11. The battery welding system according to claim 1, comprising a robot, wherein an execution end of the robot is drivingly connected to the welding module so as to drive the welding module to move to welding positions for welding the regions to be welded.

12. The battery welding system according to claim 1, further comprising:

a conveying module for conveying the battery to be welded to a welding operation position;

a positioning module for fixing the position of each battery cell and the position of each busbar after the battery reaches the welding operation position; and

a pressing plate module for abutting against the busbar after the position of the battery cell and the position of the busbar are fixed, such that the busbar is attached to the terminal posts.

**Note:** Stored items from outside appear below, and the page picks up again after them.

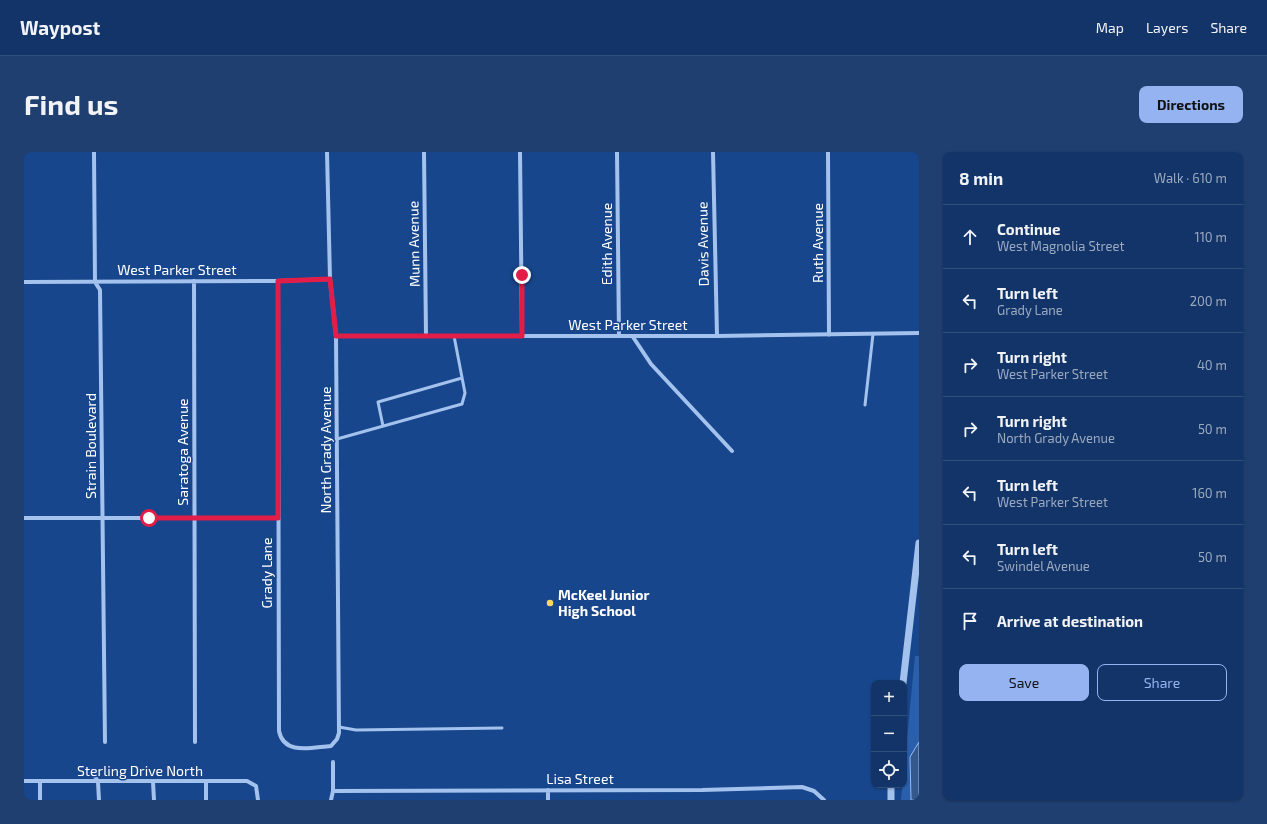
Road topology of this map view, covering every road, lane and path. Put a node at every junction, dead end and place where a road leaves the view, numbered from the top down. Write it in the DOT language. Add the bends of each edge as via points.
graph roads {
  1 [pos="94,152"];
  2 [pos="327,152"];
  3 [pos="424,152"];
  4 [pos="520,152"];
  5 [pos="617,152"];
  6 [pos="713,152"];
  7 [pos="828,152"];
  8 [pos="330,279"];
  9 [pos="194,281"];
  10 [pos="278,281"];
  11 [pos="24,282"];
  12 [pos="95,282"];
  13 [pos="873,334"];
  14 [pos="919,334"];
  15 [pos="829,335"];
  16 [pos="336,336"];
  17 [pos="426,336"];
  18 [pos="454,336"];
  19 [pos="522,336"];
  20 [pos="619,336"];
  21 [pos="717,336"];
  22 [pos="633,337"];
  23 [pos="462,378"];
  24 [pos="865,405"];
  25 [pos="383,426"];
  26 [pos="337,439"];
  27 [pos="732,451"];
  28 [pos="24,518"];
  29 [pos="103,518"];
  30 [pos="194,518"];
  31 [pos="278,518"];
  32 [pos="919,543"];
  33 [pos="916,588"];
  34 [pos="903,680"];
  35 [pos="338,727"];
  36 [pos="502,728"];
  37 [pos="105,742"];
  38 [pos="195,742"];
  39 [pos="331,746"];
  40 [pos="333,762"];
  41 [pos="92,770"];
  42 [pos="40,781"];
  43 [pos="24,782"];
  44 [pos="98,782"];
  45 [pos="153,782"];
  46 [pos="206,782"];
  47 [pos="891,788"];
  48 [pos="548,790"];
  49 [pos="333,792"];
  50 [pos="40,800"];
  51 [pos="99,800"];
  52 [pos="154,800"];
  53 [pos="206,800"];
  54 [pos="258,800"];
  55 [pos="331,800"];
  56 [pos="548,800"];
  57 [pos="824,800"];
  58 [pos="891,800"];
  1 -- 12 [label="street, Strain Boulevard"];
  2 -- 8 [label="street, North Grady Avenue"];
  3 -- 17 [label="street, Munn Avenue"];
  4 -- 19 [label="street"];
  5 -- 20 [label="street, Edith Avenue"];
  6 -- 21 [label="street, Davis Avenue"];
  7 -- 15 [label="street, Ruth Avenue"];
  8 -- 10 [label="street, West Parker Street"];
  8 -- 16 [label="street, North Grady Avenue"];
  9 -- 10 [label="street, West Parker Street"];
  9 -- 12 [label="street, West Parker Street"];
  9 -- 30 [label="street, Saratoga Avenue"];
  10 -- 31 [label="street, Grady Lane"];
  11 -- 12 [label="street, West Parker Street"];
  12 -- 29 [label="street, Strain Boulevard" via="100,290"];
  13 -- 14 [label="street, West Parker Street"];
  13 -- 15 [label="street, West Parker Street"];
  13 -- 24 [label="lane"];
  15 -- 21 [label="street, West Parker Street"];
  16 -- 17 [label="street, West Parker Street"];
  16 -- 26 [label="street, North Grady Avenue"];
  17 -- 18 [label="street, West Parker Street"];
  18 -- 19 [label="street, West Parker Street"];
  18 -- 23 [label="lane"];
  19 -- 20 [label="street, West Parker Street"];
  20 -- 22 [label="street, West Parker Street"];
  21 -- 22 [label="street, West Parker Street"];
  22 -- 27 [label="street" via="651,364"];
  23 -- 25 [label="lane" via="465,393 462,404"];
  23 -- 25 [label="lane" via="378,402"];
  25 -- 26 [label="lane"];
  26 -- 35 [label="street, North Grady Avenue"];
  28 -- 29 [label="street"];
  29 -- 30 [label="street"];
  29 -- 37 [label="street, Strain Boulevard"];
  30 -- 31 [label="street"];
  30 -- 38 [label="street, Saratoga Avenue"];
  31 -- 39 [label="street, Grady Lane" via="280,736 290,747 298,749"];
  32 -- 33 [label="street"];
  33 -- 34 [label="street"];
  35 -- 36 [label="lane" via="356,730"];
  35 -- 39 [label="street, North Grady Avenue" via="337,738"];
  40 -- 49 [label="street"];
  41 -- 44 [label="street"];
  42 -- 43 [label="street, Sterling Drive North"];
  42 -- 44 [label="street, Sterling Drive North"];
  42 -- 50 [label="street"];
  44 -- 45 [label="street, Sterling Drive North"];
  44 -- 51 [label="street"];
  45 -- 46 [label="street, Sterling Drive North"];
  45 -- 52 [label="street"];
  46 -- 53 [label="street"];
  46 -- 54 [label="street, Sterling Drive North" via="247,781 254,785 258,792"];
  47 -- 58 [label="street"];
  48 -- 49 [label="street, Lisa Street"];
  48 -- 56 [label="street"];
  48 -- 57 [label="street, Lisa Street" via="802,787 814,791"];
  49 -- 55 [label="street"];
}
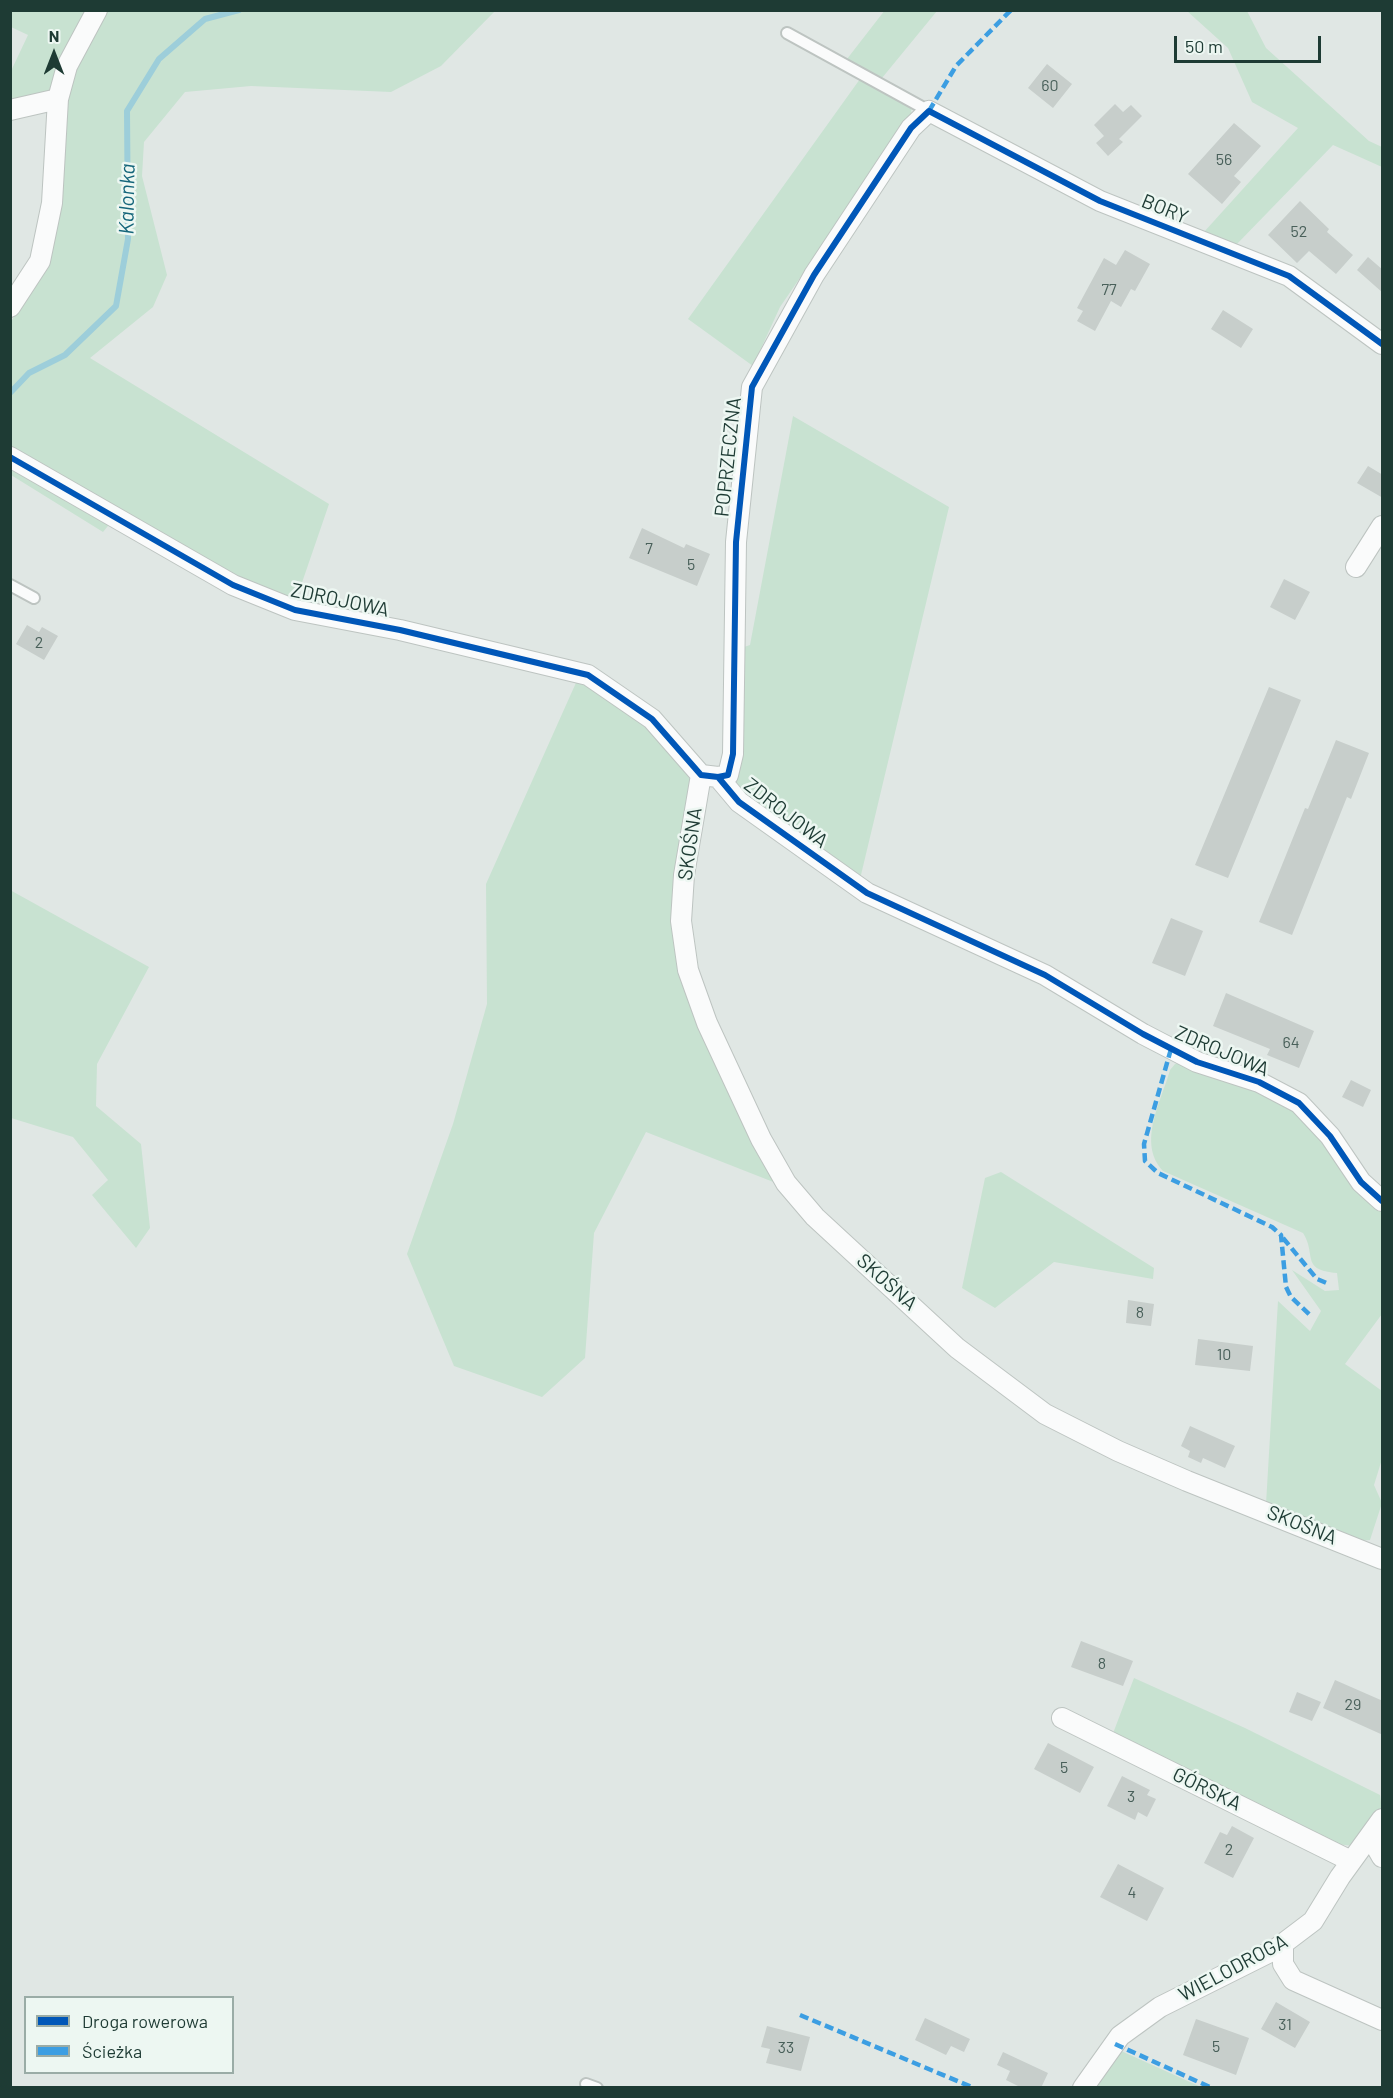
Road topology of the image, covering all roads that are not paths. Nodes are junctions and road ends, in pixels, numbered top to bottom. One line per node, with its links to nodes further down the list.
1 (97, 10): 3 (street)
2 (787, 33): 5 (lane)
3 (58, 99): 4 (street); 6 (street)
4 (10, 110)
5 (929, 111): 7 (street, BORY); 13 (street, POPRZECZNA)
6 (10, 307)
7 (1383, 344)
8 (10, 457): 13 (street, ZDROJOWA)
9 (1383, 526): 10 (street)
10 (1356, 567)
11 (10, 585): 12 (lane)
12 (34, 598)
13 (709, 776): 14 (street, ZDROJOWA); 15 (street, SKOŚNA)
14 (1383, 1202)
15 (1383, 1559)
16 (1062, 1718): 20 (street, GÓRSKA)
17 (1383, 1819): 18 (street)
18 (1370, 1836): 19 (street); 20 (street, WIELODROGA)
19 (1383, 1857)
20 (1351, 1861): 21 (street, WIELODROGA)
21 (1283, 1944): 22 (street); 23 (street, WIELODROGA)
22 (1383, 2020)
23 (1083, 2088)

13. A method for controlling a battery welding system, the method comprising:

controlling a robot to drive a welding module to move to a distance measurement position;

obtaining a separation distance between regions to be welded of adjacent battery cells in a battery, and controlling a driving assembly to drive range finders to move such that a separation distance between the range finders is equal to the separation distance between the corresponding regions to be welded of the battery cells;

controlling each of the range finders to measure a value of a distance between the range finder and the corresponding region to be welded of each of the battery cells;

calculating an out-of-focus compensation distance of the region to be welded of each of the battery cells according to a focal length of a laser welding apparatus and each of the measured distance values;

according to each of the out-of-focus compensation distances, controlling the robot to drive the welding module to move to a welding position corresponding to a position where the region to be welded of each of the battery cells is welded; and

controlling the laser welding apparatus to perform a welding operation.

14. The control method according to claim 13, further comprising, before controlling the laser welding apparatus to perform the welding operation,

controlling a gas blowing assembly to be opened such that a gas curtain is formed between a lens of the laser welding apparatus and the battery.